→ Required work
With the line containing "thumb mcp: (78, 436)" as the start and the line containing "pinky dip: (19, 409)" as the end, transcribe that span of the entries below exactly, including both.

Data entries
+ + + +
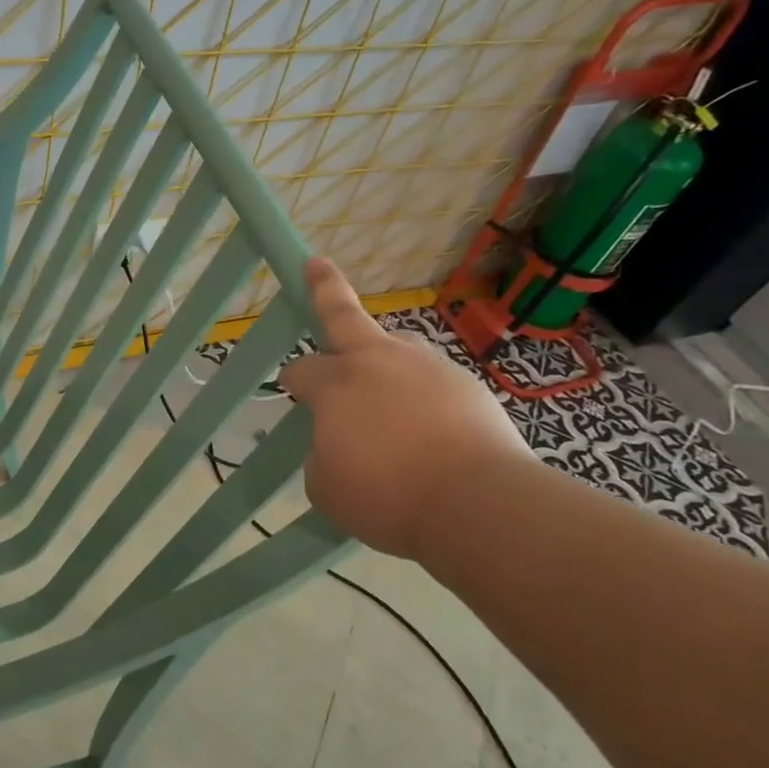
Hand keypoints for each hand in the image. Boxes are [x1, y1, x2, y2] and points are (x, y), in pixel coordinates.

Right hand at [279, 257, 530, 558]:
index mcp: (336, 383)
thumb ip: (321, 454)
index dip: (293, 379)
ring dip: (381, 355)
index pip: (302, 370)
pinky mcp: (465, 383)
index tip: (292, 387)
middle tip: (315, 265)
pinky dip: (420, 395)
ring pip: (395, 346)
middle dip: (325, 287)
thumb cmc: (387, 495)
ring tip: (382, 383)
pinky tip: (427, 424)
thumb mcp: (326, 486)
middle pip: (344, 315)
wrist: (477, 502)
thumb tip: (337, 443)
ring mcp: (426, 366)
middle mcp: (378, 361)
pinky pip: (430, 381)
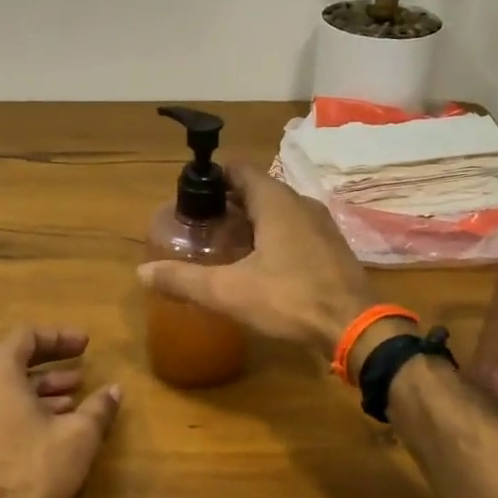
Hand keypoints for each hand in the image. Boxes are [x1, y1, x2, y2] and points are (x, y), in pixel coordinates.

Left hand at [0, 327, 122, 497]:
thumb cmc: (34, 471)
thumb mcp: (78, 436)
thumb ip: (98, 407)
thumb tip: (115, 390)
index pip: (26, 336)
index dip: (59, 337)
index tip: (85, 344)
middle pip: (12, 361)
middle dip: (51, 365)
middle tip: (81, 371)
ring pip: (2, 389)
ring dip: (38, 390)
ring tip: (72, 400)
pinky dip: (19, 409)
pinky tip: (47, 427)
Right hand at [136, 162, 375, 352]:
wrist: (356, 328)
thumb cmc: (290, 299)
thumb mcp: (229, 292)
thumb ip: (184, 280)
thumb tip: (142, 273)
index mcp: (276, 202)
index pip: (239, 170)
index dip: (213, 178)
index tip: (190, 198)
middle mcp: (300, 204)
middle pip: (258, 190)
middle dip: (228, 203)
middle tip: (201, 226)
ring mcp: (321, 225)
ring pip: (278, 211)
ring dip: (251, 221)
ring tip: (224, 245)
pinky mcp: (332, 248)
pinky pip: (295, 230)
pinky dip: (273, 237)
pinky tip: (259, 264)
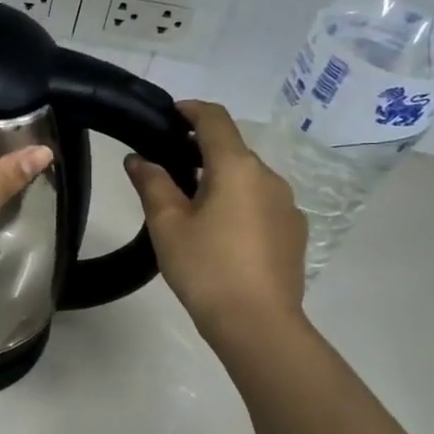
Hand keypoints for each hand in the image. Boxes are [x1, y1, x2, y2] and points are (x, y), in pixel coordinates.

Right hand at [125, 100, 305, 339]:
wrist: (258, 323)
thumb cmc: (205, 267)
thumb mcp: (167, 223)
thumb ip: (152, 183)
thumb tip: (139, 158)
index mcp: (236, 167)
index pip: (214, 120)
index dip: (191, 110)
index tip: (169, 115)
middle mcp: (268, 177)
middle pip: (232, 150)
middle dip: (200, 152)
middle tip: (167, 172)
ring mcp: (287, 205)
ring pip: (247, 179)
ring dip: (220, 181)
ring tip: (191, 209)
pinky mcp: (294, 232)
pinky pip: (261, 204)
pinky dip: (238, 205)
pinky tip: (221, 236)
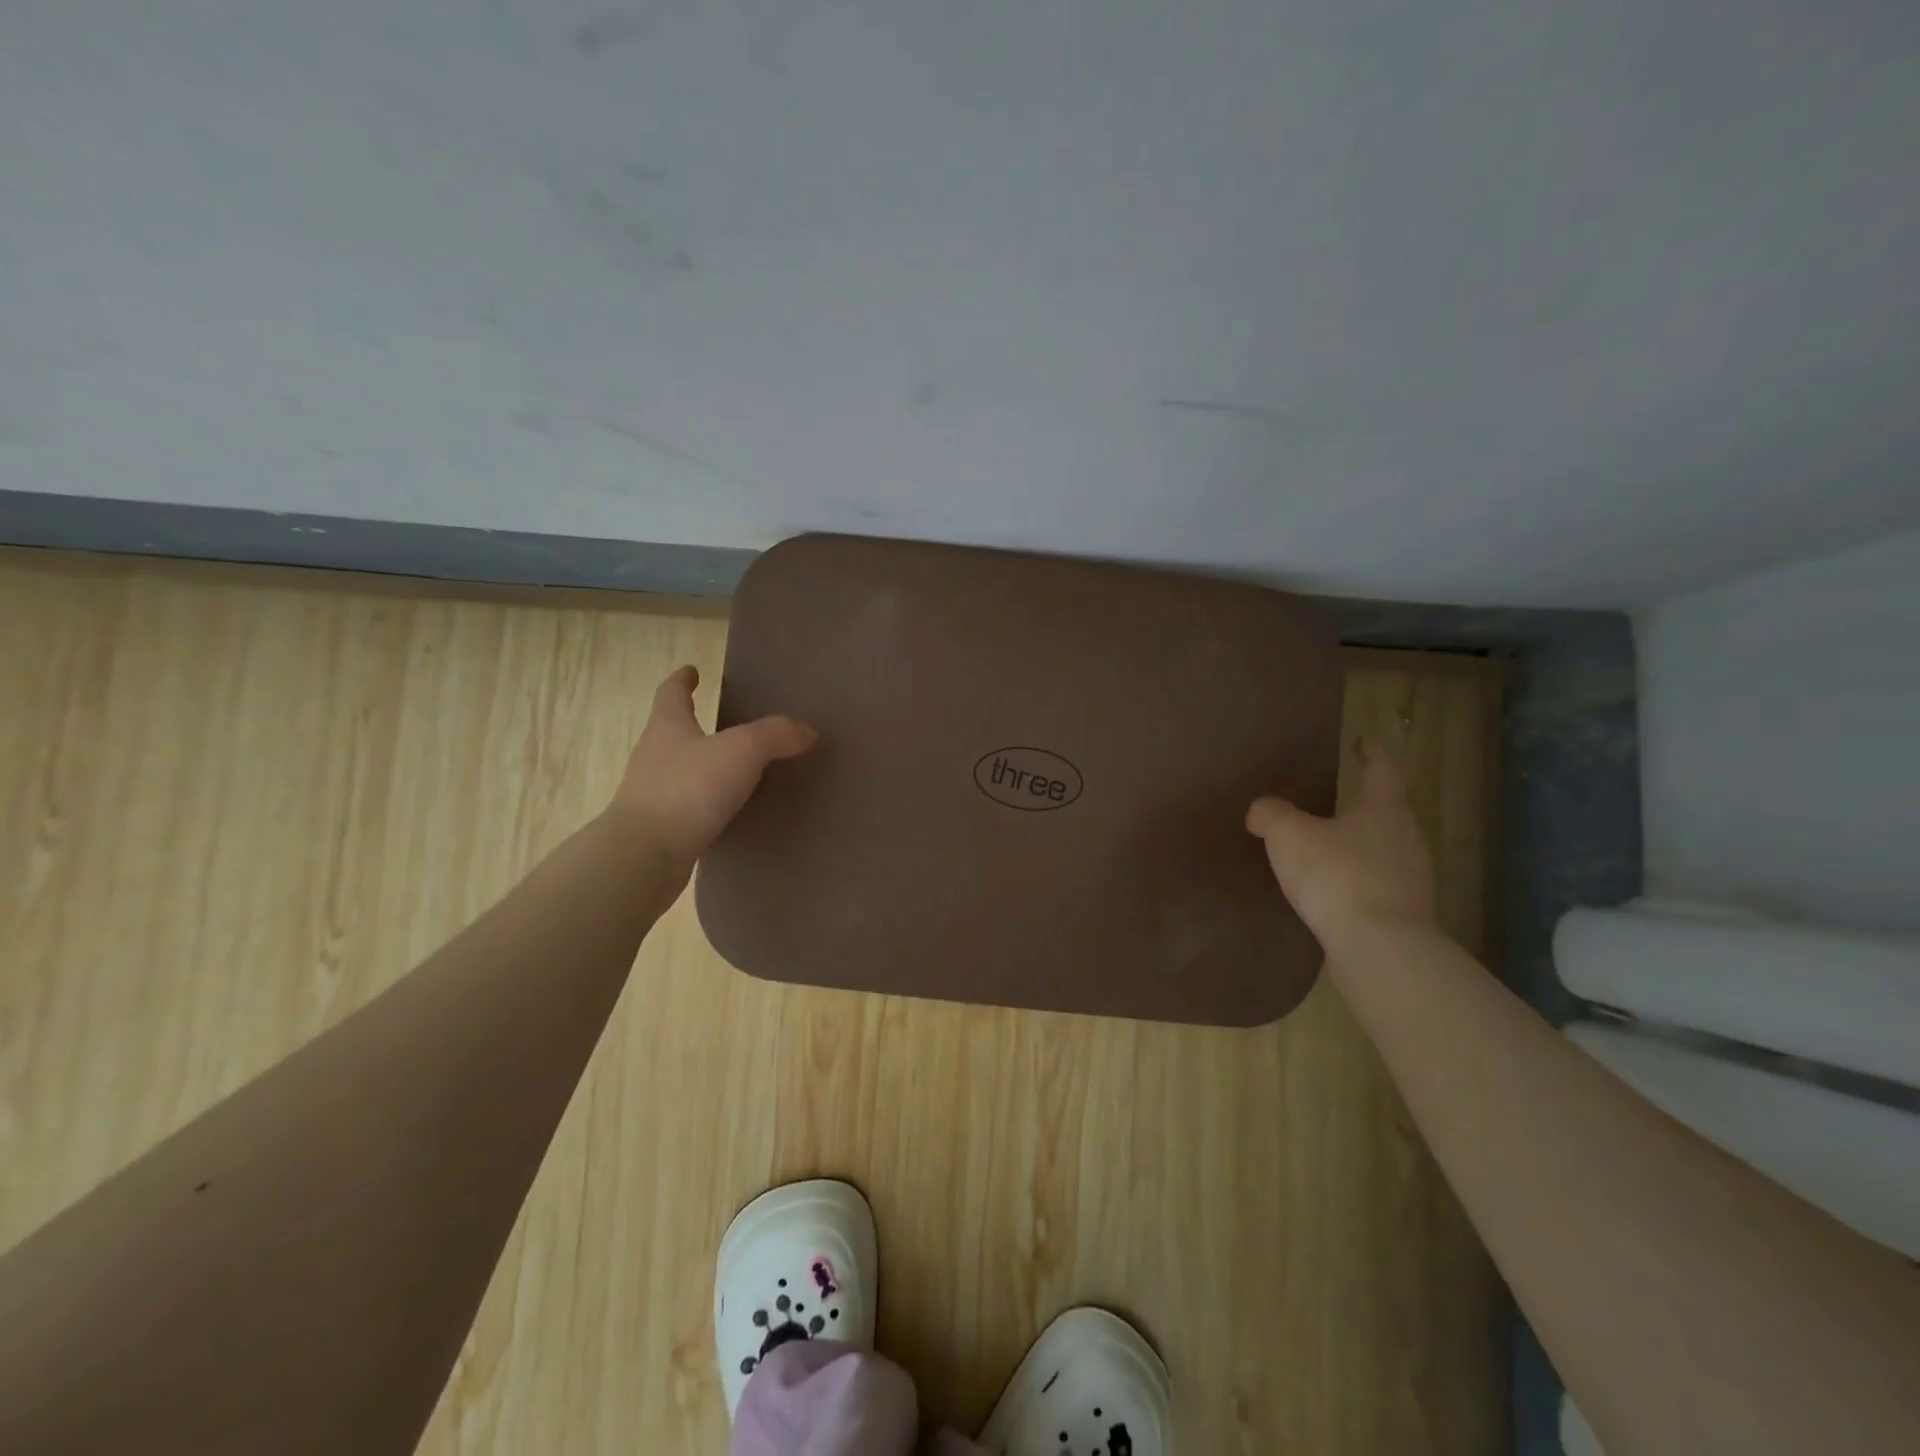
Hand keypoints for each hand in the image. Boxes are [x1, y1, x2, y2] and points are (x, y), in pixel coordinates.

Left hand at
+ + + +
→ Finished exercise
thumb mcp: (78, 436)
thumb ip: (98, 407)
thumb tip: (115, 390)
index pip: (26, 336)
index dip: (59, 337)
index tip: (85, 344)
middle pip: (12, 361)
middle dip: (51, 365)
middle tip: (81, 371)
ring pip: (2, 389)
ring dip: (38, 390)
ring tip: (72, 400)
pinky dip: (19, 409)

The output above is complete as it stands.